Hearing Lyn talk was such a unique experience that I’m really struggling to do it justice – if you ever have the opportunity to spend time in her company, do grasp it. I think everyone present walked off into the night eager to read her book, and aware that we’d been privileged to meet a rather special lady.
My new shrink asks me, ‘What things do you remember about being very young?’ It’s like looking into a murky river, I say. Memories flash near the surface like fish coming up for flies. The past peeps out, startles me, and then is gone…

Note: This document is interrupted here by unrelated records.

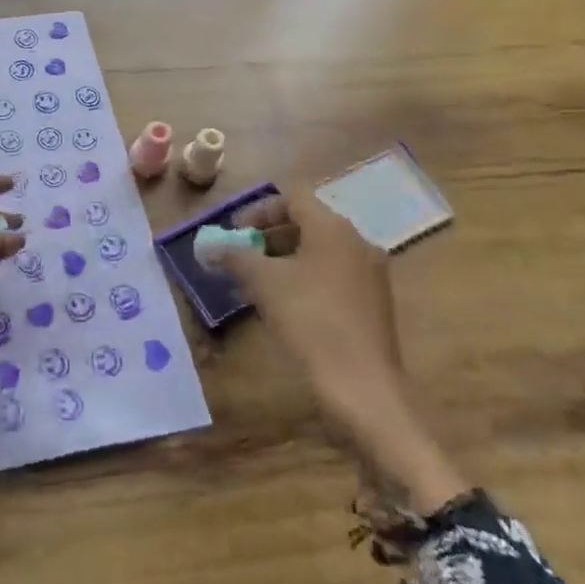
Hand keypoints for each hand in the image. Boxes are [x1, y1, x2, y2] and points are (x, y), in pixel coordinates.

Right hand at [222, 188, 466, 512]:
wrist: (362, 386)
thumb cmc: (310, 321)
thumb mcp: (263, 283)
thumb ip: (235, 256)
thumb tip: (213, 246)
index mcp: (333, 228)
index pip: (293, 197)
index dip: (258, 209)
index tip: (234, 232)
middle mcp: (357, 242)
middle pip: (307, 223)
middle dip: (268, 236)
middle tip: (240, 255)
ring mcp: (369, 274)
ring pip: (319, 252)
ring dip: (284, 259)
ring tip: (255, 282)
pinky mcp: (372, 303)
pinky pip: (331, 276)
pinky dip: (304, 279)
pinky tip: (284, 305)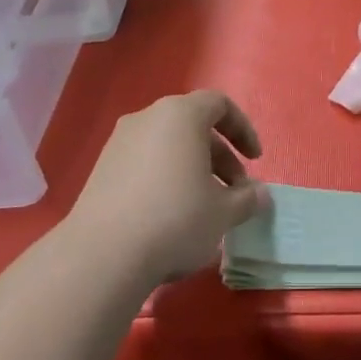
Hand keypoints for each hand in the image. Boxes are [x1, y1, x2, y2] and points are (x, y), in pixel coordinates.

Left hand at [63, 91, 268, 288]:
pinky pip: (145, 162)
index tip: (254, 160)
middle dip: (220, 155)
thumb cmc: (176, 220)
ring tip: (205, 207)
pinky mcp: (101, 169)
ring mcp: (119, 143)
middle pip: (193, 125)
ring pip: (168, 145)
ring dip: (193, 168)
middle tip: (234, 191)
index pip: (219, 104)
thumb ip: (248, 198)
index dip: (243, 129)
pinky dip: (166, 177)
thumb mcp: (224, 212)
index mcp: (180, 115)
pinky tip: (172, 215)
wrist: (103, 255)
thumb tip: (260, 194)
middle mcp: (147, 119)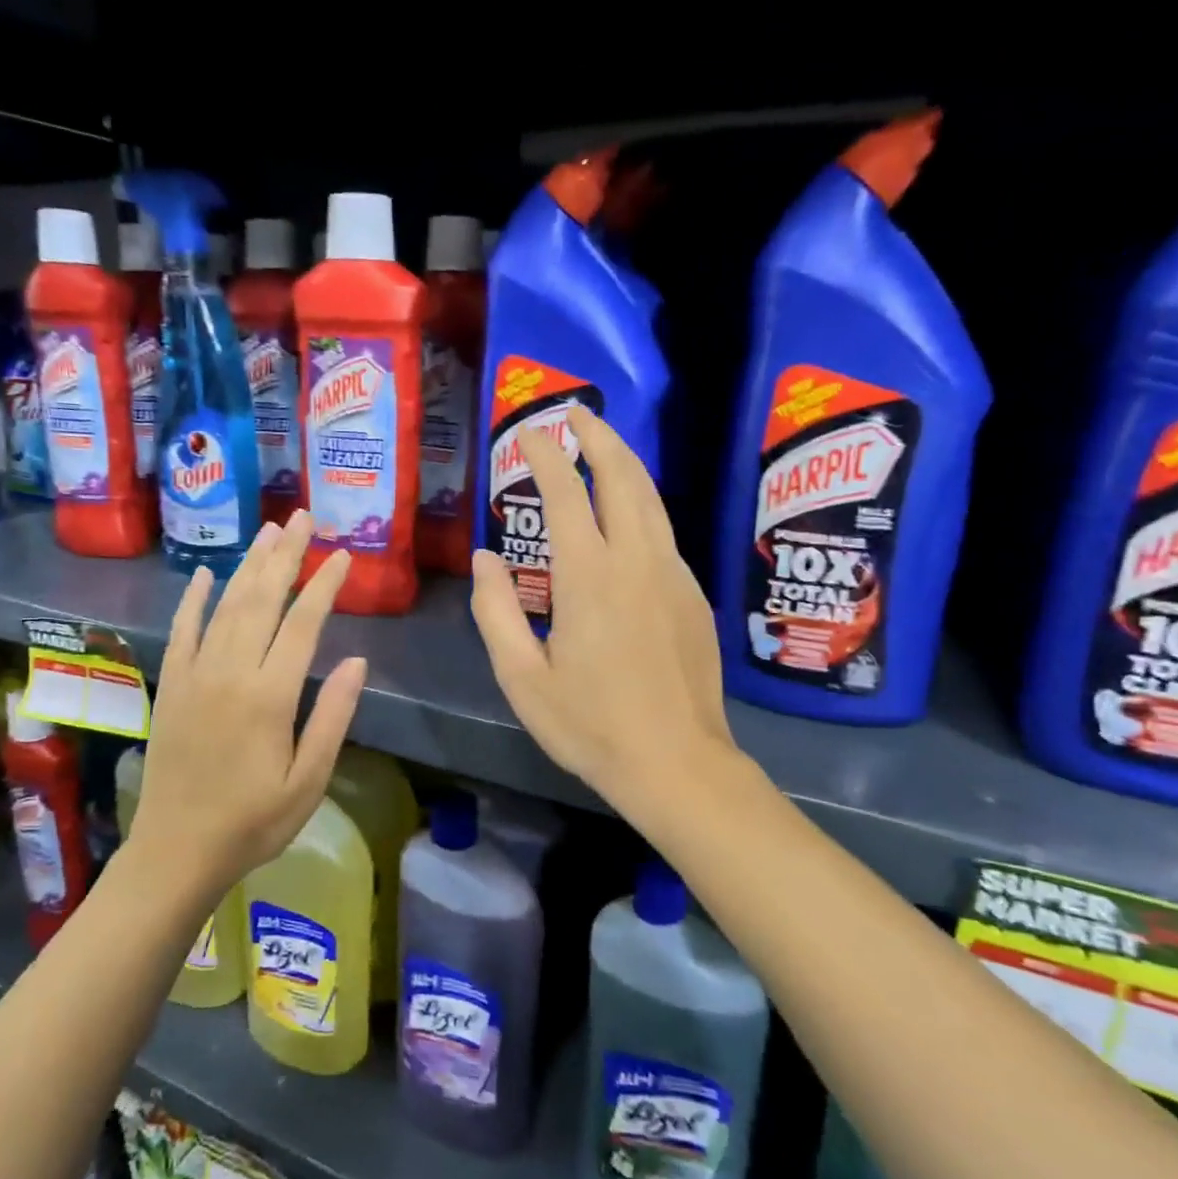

Amanda secludes herself in her bedroom, no longer willing to face the outside world. Gradually, she pieces together the story of her life: her brothers have had to abandon her, her mother scarcely talks to her, and the Wacky Man could return any day to burn the house down. Just like he promised.
As her family disintegrates, Amanda hopes for a better future, a way out from the violence and fear that has consumed her childhood. But can she cling to her sanity, before insanity itself is her only means of escape?
I must too pay tribute to the lovely team from the Ilkley Literary Festival organising the event and greeting the audience – they were really excellent. A lovely way to spend a Saturday night.